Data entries
BEGIN

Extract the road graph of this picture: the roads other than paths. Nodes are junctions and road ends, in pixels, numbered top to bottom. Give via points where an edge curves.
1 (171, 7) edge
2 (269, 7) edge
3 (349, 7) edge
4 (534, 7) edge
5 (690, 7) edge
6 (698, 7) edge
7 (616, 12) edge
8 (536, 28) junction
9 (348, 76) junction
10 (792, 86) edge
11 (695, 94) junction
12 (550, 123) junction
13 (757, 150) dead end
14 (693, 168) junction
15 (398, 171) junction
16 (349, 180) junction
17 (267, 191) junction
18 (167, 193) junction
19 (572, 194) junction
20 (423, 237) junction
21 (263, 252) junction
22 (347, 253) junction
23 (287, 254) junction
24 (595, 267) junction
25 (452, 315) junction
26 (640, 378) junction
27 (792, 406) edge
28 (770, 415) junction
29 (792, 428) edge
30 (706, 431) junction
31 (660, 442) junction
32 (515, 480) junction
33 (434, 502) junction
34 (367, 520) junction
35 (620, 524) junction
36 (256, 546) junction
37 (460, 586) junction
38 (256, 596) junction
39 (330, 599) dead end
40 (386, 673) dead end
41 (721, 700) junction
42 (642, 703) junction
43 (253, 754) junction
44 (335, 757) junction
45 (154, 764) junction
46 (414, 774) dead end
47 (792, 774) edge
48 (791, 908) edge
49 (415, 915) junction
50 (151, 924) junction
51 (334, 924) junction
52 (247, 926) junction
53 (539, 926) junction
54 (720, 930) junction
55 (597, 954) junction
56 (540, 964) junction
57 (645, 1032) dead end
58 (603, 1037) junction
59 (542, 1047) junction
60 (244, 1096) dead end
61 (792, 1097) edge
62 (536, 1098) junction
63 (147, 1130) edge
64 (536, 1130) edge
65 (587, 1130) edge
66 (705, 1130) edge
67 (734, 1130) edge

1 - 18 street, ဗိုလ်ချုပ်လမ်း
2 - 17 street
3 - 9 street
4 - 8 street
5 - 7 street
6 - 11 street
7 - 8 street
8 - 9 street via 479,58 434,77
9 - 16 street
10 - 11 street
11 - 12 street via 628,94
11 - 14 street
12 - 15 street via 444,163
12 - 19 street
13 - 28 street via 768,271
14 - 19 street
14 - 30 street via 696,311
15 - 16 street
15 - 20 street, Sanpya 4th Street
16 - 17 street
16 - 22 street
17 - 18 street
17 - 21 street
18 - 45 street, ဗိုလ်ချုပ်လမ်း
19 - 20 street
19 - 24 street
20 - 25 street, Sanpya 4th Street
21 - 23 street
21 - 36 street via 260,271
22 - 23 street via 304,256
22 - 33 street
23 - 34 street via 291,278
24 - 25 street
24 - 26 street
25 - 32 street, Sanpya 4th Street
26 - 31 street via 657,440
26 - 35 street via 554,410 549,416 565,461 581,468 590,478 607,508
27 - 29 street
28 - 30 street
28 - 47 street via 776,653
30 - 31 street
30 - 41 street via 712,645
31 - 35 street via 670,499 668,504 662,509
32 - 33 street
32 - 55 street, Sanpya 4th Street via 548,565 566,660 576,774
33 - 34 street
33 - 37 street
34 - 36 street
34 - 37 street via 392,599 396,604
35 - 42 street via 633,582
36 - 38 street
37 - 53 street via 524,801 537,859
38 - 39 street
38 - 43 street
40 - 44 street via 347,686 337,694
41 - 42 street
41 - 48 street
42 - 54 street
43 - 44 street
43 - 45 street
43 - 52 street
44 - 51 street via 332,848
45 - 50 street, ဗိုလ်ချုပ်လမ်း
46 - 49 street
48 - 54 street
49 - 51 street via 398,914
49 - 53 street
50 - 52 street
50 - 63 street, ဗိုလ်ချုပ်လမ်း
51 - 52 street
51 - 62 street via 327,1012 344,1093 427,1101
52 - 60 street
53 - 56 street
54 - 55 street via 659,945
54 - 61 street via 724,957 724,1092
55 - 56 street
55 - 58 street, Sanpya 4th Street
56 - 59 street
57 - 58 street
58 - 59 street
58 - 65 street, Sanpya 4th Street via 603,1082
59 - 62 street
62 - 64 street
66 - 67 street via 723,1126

END
BEGIN

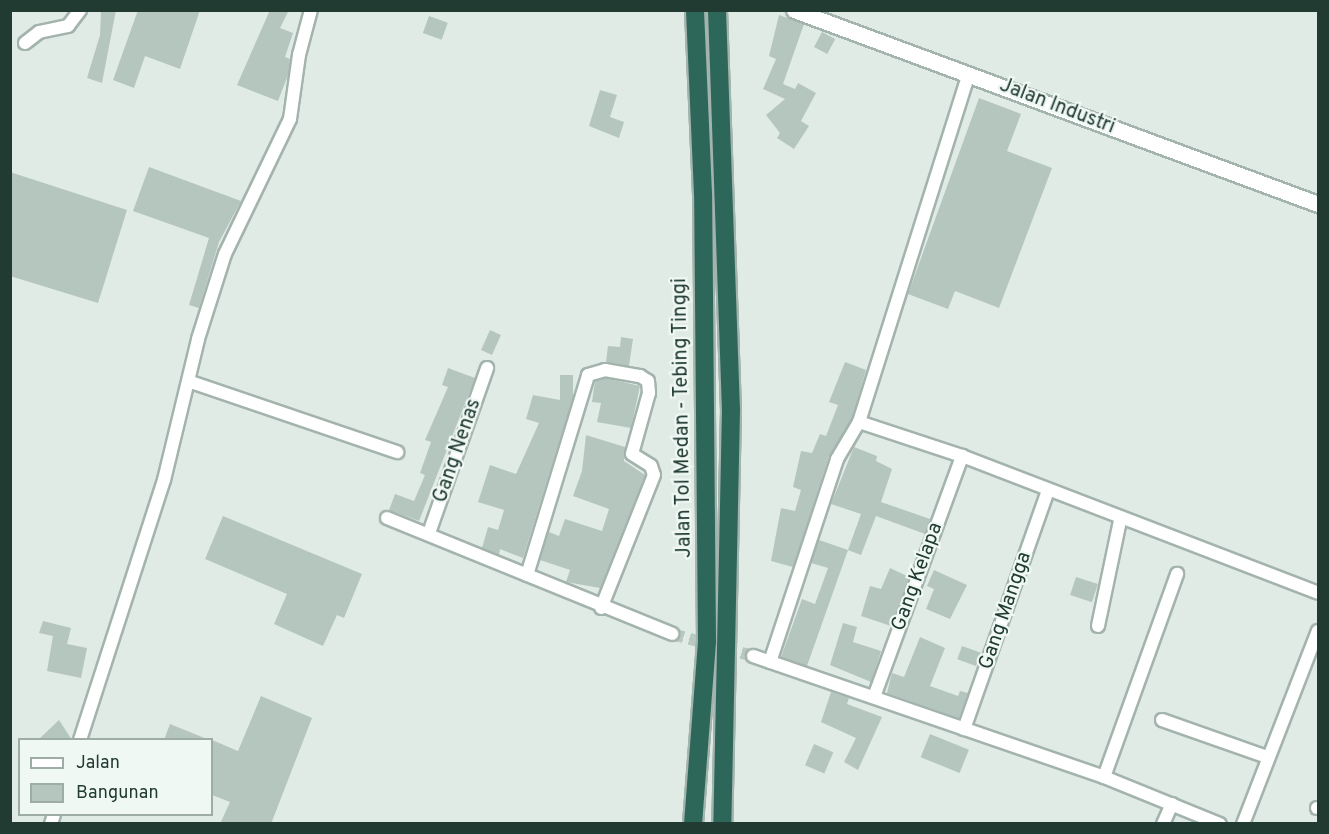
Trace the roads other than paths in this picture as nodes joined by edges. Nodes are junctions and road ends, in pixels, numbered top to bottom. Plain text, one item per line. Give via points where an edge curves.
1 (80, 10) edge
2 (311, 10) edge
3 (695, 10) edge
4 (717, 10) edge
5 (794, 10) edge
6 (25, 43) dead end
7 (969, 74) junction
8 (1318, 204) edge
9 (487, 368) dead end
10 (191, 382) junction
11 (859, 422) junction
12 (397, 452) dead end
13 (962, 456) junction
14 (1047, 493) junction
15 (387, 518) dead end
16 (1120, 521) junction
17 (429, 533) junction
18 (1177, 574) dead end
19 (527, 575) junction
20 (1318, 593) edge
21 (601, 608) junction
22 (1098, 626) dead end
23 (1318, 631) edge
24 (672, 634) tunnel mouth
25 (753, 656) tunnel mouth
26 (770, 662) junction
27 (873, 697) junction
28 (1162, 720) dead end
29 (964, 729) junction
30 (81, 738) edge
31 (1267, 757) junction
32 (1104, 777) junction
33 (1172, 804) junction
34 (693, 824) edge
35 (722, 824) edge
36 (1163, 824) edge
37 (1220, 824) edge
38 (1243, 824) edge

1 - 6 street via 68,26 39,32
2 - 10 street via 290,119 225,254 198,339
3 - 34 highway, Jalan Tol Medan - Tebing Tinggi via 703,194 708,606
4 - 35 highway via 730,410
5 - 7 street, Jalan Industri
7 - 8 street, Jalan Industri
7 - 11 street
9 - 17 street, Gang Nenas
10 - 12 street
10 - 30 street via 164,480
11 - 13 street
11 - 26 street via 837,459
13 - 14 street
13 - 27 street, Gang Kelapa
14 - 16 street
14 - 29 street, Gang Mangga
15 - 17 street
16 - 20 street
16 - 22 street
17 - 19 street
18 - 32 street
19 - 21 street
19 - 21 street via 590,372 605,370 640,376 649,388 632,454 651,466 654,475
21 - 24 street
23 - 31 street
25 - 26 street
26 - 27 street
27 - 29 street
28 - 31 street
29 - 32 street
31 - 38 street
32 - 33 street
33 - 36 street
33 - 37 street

END

State the number of lines in the data above containing the string "Gang" and nothing more.

**YOUR RESPONSE:** 3